2

I have 27 GB gz csv file, that I am trying to read with Spark. Our biggest node has 30 GB of memory.

When I am trying to read the file only one executors is loading the data (I am monitoring the memory and the network), the other 4 are stale.

After a while it crashes due to memory.
Is there a way to read this file in parallel?

Dataset<Row> result = sparkSession.read()
                .option("header","true")
                .option("escape", "\"")
                .option("multiLine","true")
                .format("csv")
                .load("s3a://csv-bucket");

result.repartition(10)

spark_conf:
 spark.executor.memoryOverhead: "512"
 spark.executor.cores: "5"

driver:
  memory: 10G

executor:
  instances: 5
  memory: 30G
4
  • 2
    gz files are not splittable and hence the read occurs on one executor. Once you read the gz file into a dataframe, you can repartition it. Commented Apr 22, 2020 at 16:29
  • 1
    @VamsiPrabhala is right... you have to repartition it to ensure uniform distribution of the data other wise OOM may occur or processing speed is slow. Commented Apr 22, 2020 at 16:41
  • I tried to repartition the data it fails before it gets to the repartition. I think the uncompressed data can't fit single machine Commented Apr 22, 2020 at 17:19
  • You can try the solution given in below URL, stackoverflow.com/questions/46638901/… Commented Apr 22, 2020 at 18:41

1 Answer 1

4

You have to repartition the data when it comes to huge data

In spark unit of parallelism is partition

Dataset<Row> result = sparkSession.read()
                .option("header","true")
                .option("escape", "\"")
                .option("multiLine","true")
                .format("csv")
                .load("s3a://csv-bucket");



result.repartition(5 * 5 *3) ( number of executors i.e.5 * cores i.e. 5 * replicationfactor i.e. 2-3)  i.e. 25 might be working for you to ensure uniform disribution data.

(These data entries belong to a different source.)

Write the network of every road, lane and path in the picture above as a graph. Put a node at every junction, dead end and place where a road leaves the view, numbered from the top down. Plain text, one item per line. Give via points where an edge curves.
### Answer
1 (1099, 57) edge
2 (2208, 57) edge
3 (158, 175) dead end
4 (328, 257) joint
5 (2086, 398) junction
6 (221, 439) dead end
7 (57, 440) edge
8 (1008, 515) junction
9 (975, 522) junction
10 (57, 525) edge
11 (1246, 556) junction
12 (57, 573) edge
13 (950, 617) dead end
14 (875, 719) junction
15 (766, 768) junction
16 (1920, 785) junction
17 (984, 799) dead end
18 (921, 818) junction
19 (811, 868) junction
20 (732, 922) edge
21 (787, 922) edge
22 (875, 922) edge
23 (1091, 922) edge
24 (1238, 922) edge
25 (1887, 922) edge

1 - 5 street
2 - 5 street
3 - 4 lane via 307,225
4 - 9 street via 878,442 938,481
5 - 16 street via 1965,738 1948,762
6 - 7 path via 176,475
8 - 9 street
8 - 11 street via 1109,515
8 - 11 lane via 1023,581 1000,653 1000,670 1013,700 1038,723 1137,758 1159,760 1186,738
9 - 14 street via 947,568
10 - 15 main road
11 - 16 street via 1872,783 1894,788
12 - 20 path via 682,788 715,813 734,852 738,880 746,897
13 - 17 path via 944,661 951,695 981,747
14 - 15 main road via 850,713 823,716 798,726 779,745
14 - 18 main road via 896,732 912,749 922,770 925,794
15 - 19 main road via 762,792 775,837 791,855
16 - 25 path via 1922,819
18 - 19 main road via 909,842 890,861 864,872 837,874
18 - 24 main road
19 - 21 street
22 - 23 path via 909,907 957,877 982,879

Cross check how many number of records are there per partition import org.apache.spark.sql.functions.spark_partition_id yourcsvdataframe.groupBy(spark_partition_id).count.show()

Example :

  val mycsvdata =
    """
      |rank,freq,Infinitiv,Unreg,Trans,"Präsens_ich","Präsens_du","Präsens_er, sie, es","Präteritum_ich","Partizip II","Konjunktiv II_ich","Imperativ Singular","Imperativ Plural",Hilfsverb
      |3,3796784,sein,"","",bin,bist,ist,war,gewesen,"wäre",sei,seid,sein
      |8,1618550,haben,"","",habe,hast,hat,hatte,gehabt,"hätte",habe,habt,haben
      |10,1379496,einen,"","",eine,einst,eint,einte,geeint,einte,eine,eint,haben
      |12,948246,werden,"","",werde,wirst,wird,wurde,geworden,"würde",werde,werdet,sein
    """.stripMargin.lines.toList.toDS
  val csvdf: DataFrame = spark.read.option("header", true)
    .option("header", true)
    .csv(mycsvdata)

  csvdf.show(false)
  println("all the 4 records are in single partition 0 ")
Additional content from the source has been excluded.